A lire, l’article sur Claire Diterzi dans Le Figaro
A voir, le site d’Arnaud Cathrine.


Aux Correspondances de Manosque, Ariane Ascaride fait un beau devoir de mémoire.

La salle du Théâtre Jean le Bleu de Manosque est comble ce soir. En voisine, Ariane Ascaride s’empare des lettres d’Ilo de Franceschi écrites à Madeleine Allain entre 1939 – 1940. Passionné de littérature, cet italien d’origine (parlant l’allemand, le français et un dialecte Kanak !) s’engage dans la Légion où près de la chaîne de l’Atlas dans le Maroc, il ressent l’isolement par l’absence de livres. Il prend l’initiative d’écrire au philosophe Alain pour qu’il lui envoie trois ouvrages. Par erreur, cette lettre atterrit chez Madeleine Allain. Commence alors une histoire d’amitié, presque amoureuse.
Leurs correspondances vont remplir les vides : l’éloignement de la littérature pour l’un, la solitude affective pour l’autre. Les lettres d’Ilo sont d’une force incroyable quand il soutient Madeleine dans sa dépression : « 
Bien chère Madeleine,
Deux lettres, ce soir, douces et amies comme tout est doux ce qui me vient de vous. Et, ce matin, une de moi est partie vers votre adresse de Paris. À cette heure, étouffée dans un espace trop petit pour le tant d’affection qu’elle enferme, elle est quelque part dans le bled en train de songer à l’accueil que rue Saint-Sulpice va lui réserver ».
Dans ce duo, Ariane Ascaride joue à merveille la médiatrice entre eux et nous. Assise à table à droite de la scène, elle lit pendant quatre-vingt-dix minutes cette correspondance de haut niveau, jamais ennuyeuse. Elle y met une empathie joyeuse, une conviction sincère portée par son humanisme connu de tous. À gauche de la scène, la chambre d’Ilo est reconstituée avec des objets d’époque : ils donnent à la lecture d’Ariane Ascaride des accents de vérité comme s’ils parlaient eux aussi !
J’écoute avec passion ces textes : c’est un beau français que l’on n’entend presque plus dans les médias. J’ai la douce sensation de me relier autrement à ma langue, de ressentir la puissance de l’écriture épistolaire.
Nul doute qu’avec les blogs et les mails, deux personnes aux extrémités de la planète s’écrivent. Leurs correspondances enchanteront les générations futures. Est-ce vous?

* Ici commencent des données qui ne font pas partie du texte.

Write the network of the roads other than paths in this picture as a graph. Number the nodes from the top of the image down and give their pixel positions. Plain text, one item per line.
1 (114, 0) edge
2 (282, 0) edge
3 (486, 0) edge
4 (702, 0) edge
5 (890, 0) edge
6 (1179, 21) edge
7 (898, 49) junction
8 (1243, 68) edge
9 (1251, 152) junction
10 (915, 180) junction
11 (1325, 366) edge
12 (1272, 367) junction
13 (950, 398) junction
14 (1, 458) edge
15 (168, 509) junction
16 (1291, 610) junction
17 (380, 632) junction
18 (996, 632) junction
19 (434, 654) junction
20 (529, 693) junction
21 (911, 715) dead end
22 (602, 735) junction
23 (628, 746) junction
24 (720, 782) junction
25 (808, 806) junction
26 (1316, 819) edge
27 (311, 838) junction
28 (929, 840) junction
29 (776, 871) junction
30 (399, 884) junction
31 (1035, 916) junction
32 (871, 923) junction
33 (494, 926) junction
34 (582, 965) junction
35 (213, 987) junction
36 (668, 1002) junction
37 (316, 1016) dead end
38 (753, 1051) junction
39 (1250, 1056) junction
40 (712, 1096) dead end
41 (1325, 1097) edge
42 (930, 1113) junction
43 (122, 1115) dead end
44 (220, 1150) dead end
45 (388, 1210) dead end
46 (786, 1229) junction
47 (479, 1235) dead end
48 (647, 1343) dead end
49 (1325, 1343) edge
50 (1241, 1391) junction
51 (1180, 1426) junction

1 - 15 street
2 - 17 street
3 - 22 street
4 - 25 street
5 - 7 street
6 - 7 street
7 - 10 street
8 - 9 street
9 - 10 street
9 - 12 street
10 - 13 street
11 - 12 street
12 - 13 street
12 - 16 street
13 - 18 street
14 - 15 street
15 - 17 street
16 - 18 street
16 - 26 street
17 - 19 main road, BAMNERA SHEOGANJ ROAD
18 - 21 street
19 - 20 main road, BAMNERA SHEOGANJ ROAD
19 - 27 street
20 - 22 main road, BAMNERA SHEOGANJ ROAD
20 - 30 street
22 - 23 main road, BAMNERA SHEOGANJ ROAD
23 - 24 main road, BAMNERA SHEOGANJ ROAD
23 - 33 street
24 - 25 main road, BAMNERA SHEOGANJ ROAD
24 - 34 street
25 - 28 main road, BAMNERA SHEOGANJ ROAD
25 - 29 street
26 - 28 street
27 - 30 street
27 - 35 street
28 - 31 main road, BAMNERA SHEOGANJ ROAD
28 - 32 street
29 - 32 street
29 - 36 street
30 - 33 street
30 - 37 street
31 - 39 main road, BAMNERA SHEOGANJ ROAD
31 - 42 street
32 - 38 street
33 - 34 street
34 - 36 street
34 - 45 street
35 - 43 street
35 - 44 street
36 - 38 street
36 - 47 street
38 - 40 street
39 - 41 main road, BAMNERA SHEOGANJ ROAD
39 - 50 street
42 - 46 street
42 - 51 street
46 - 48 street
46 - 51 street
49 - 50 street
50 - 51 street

"Ecrivez-moi Madeleine" d’Ilo de Francheschi est publié aux Editions de l’Aube (disponible sur Fnac.com).


Aux Correspondances de Manosque, Dieu merci, Patrice Chéreau s’impose.
Dans la région, c’est la deuxième lecture de l’année pour Patrice Chéreau. Après Hervé Guibert au printemps dernier au Théâtre des Salins de Martigues avec Philippe Calvario, c’est Fedor Dostoïevsky l’hôte de la soirée pour « Les Frères Karamazov ». L’extrait choisi est un dialogue imaginé entre le Christ en visite dans la Séville du XVe siècle en pleine inquisition et un vieillard, incarnation des dérives de l’Église de Rome. Ce texte n’est pas d’une qualité littéraire transcendante, mais il entre en résonance avec le contexte actuel où le religieux s’immisce dans le débat politique national et international. Je me sens à distance de ce réquisitoire ; seuls le charisme de Chéreau et un dispositif scénique minimaliste, mais efficace (une table, trois chaises) me sortent de ma torpeur. Chéreau tourne autour de ces chaises pour mieux accentuer la charge du propos.
Je m’interroge sur la pertinence d’un tel choix littéraire : ne serait-il pas temps de nous éclairer sur l’évolution du monde. Pourquoi les oeuvres lumineuses d’Edgar Morin et d’Albert Jacquard ne trouvent-elles pas leur place dans ces lectures plutôt que de nous proposer des textes connus sur des conclusions qui n’étonnent plus personne. Un déplacement du regard ne permettrait-il pas d’ouvrir des pistes non encore explorées ? N’est-ce pas finalement la finalité de ces Correspondances qui donnent à l’écrit une force qui dépasse parfois le théâtre ?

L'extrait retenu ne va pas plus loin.